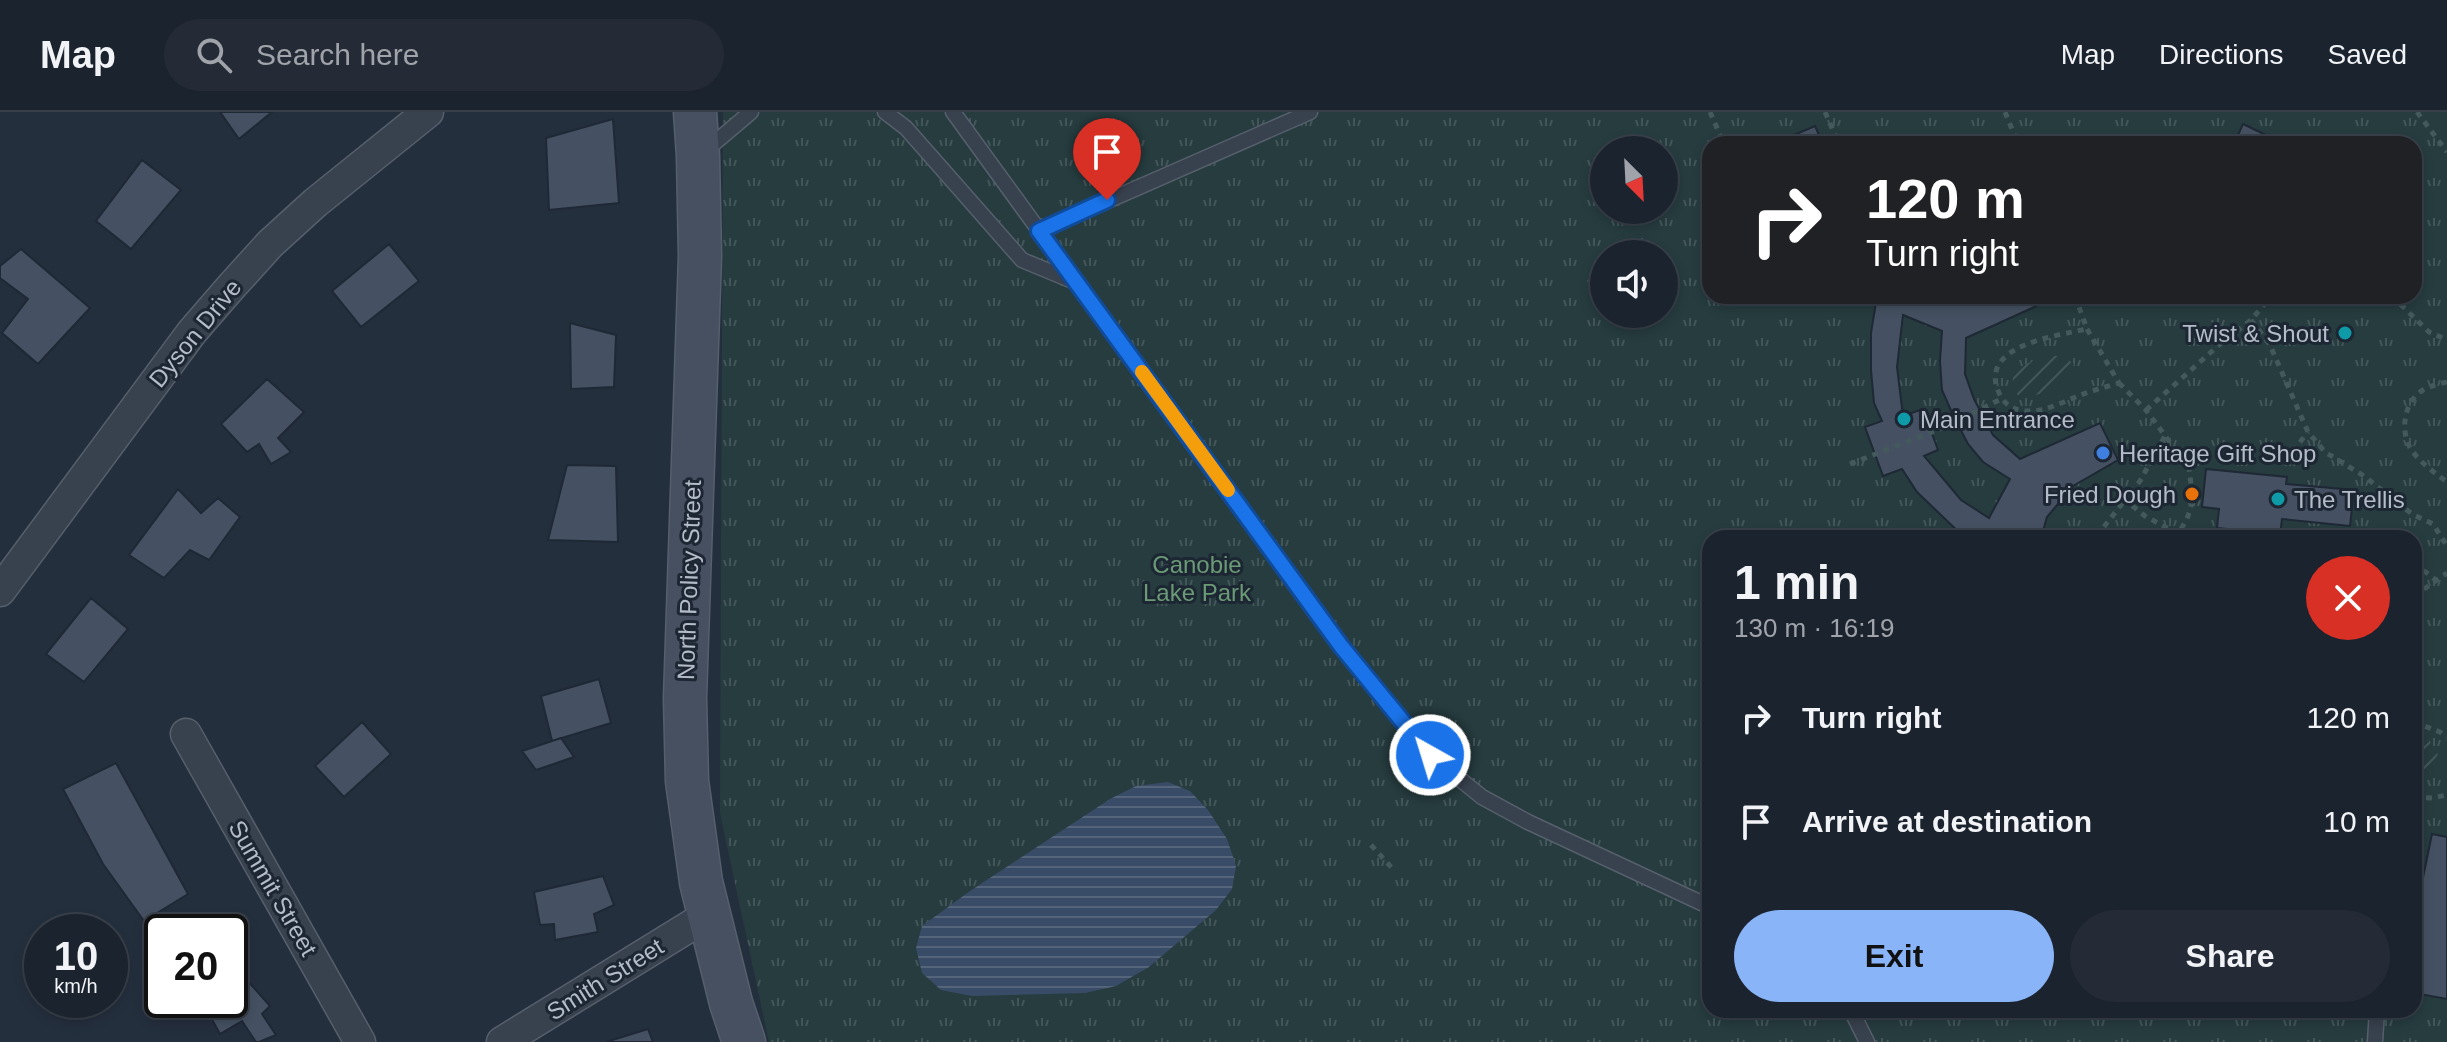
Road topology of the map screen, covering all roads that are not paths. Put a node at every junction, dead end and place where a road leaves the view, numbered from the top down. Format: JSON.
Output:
{"nodes":[{"id":1,"x":428,"y":112,"type":"edge"},
{"id":2,"x":695,"y":112,"type":"edge"},
{"id":3,"x":751,"y":112,"type":"edge"},
{"id":4,"x":885,"y":112,"type":"edge"},
{"id":5,"x":953,"y":112,"type":"edge"},
{"id":6,"x":1310,"y":112,"type":"edge"},
{"id":7,"x":698,"y":156,"type":"junction"},
{"id":8,"x":1039,"y":231,"type":"junction"},
{"id":9,"x":1077,"y":283,"type":"junction"},
{"id":10,"x":0,"y":591,"type":"edge"},
{"id":11,"x":186,"y":734,"type":"dead end"},
{"id":12,"x":1702,"y":903,"type":"edge"},
{"id":13,"x":708,"y":915,"type":"junction"},
{"id":14,"x":1855,"y":1018,"type":"edge"},
{"id":15,"x":2376,"y":1018,"type":"edge"},
{"id":16,"x":360,"y":1042,"type":"edge"},
{"id":17,"x":502,"y":1042,"type":"edge"},
{"id":18,"x":744,"y":1042,"type":"edge"},
{"id":19,"x":1867,"y":1042,"type":"edge"},
{"id":20,"x":2375,"y":1042,"type":"edge"}],
"edges":[{"from":1,"to":10,"type":"street","name":"Dyson Drive"},
{"from":2,"to":7,"type":"street","name":"North Policy Street"},
{"from":3,"to":7,"type":"lane"},
{"from":4,"to":9,"type":"lane"},
{"from":5,"to":8,"type":"lane"},
{"from":6,"to":8,"type":"lane"},
{"from":7,"to":13,"type":"street","name":"North Policy Street"},
{"from":8,"to":9,"type":"lane"},
{"from":9,"to":12,"type":"lane"},
{"from":11,"to":16,"type":"street","name":"Summit Street"},
{"from":13,"to":17,"type":"street","name":"Smith Street"},
{"from":13,"to":18,"type":"street","name":"North Policy Street"},
{"from":14,"to":19,"type":"lane"},
{"from":15,"to":20,"type":"lane"}]}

________

### What the exercise asks
Using the records above, list each line that includes "lane".

### Output for this task
{"from":3,"to":7,"type":"lane"},
{"from":4,"to":9,"type":"lane"},
{"from":5,"to":8,"type":"lane"},
{"from":6,"to":8,"type":"lane"},
{"from":8,"to":9,"type":"lane"},
{"from":9,"to":12,"type":"lane"},
{"from":14,"to":19,"type":"lane"},
{"from":15,"to":20,"type":"lane"}]}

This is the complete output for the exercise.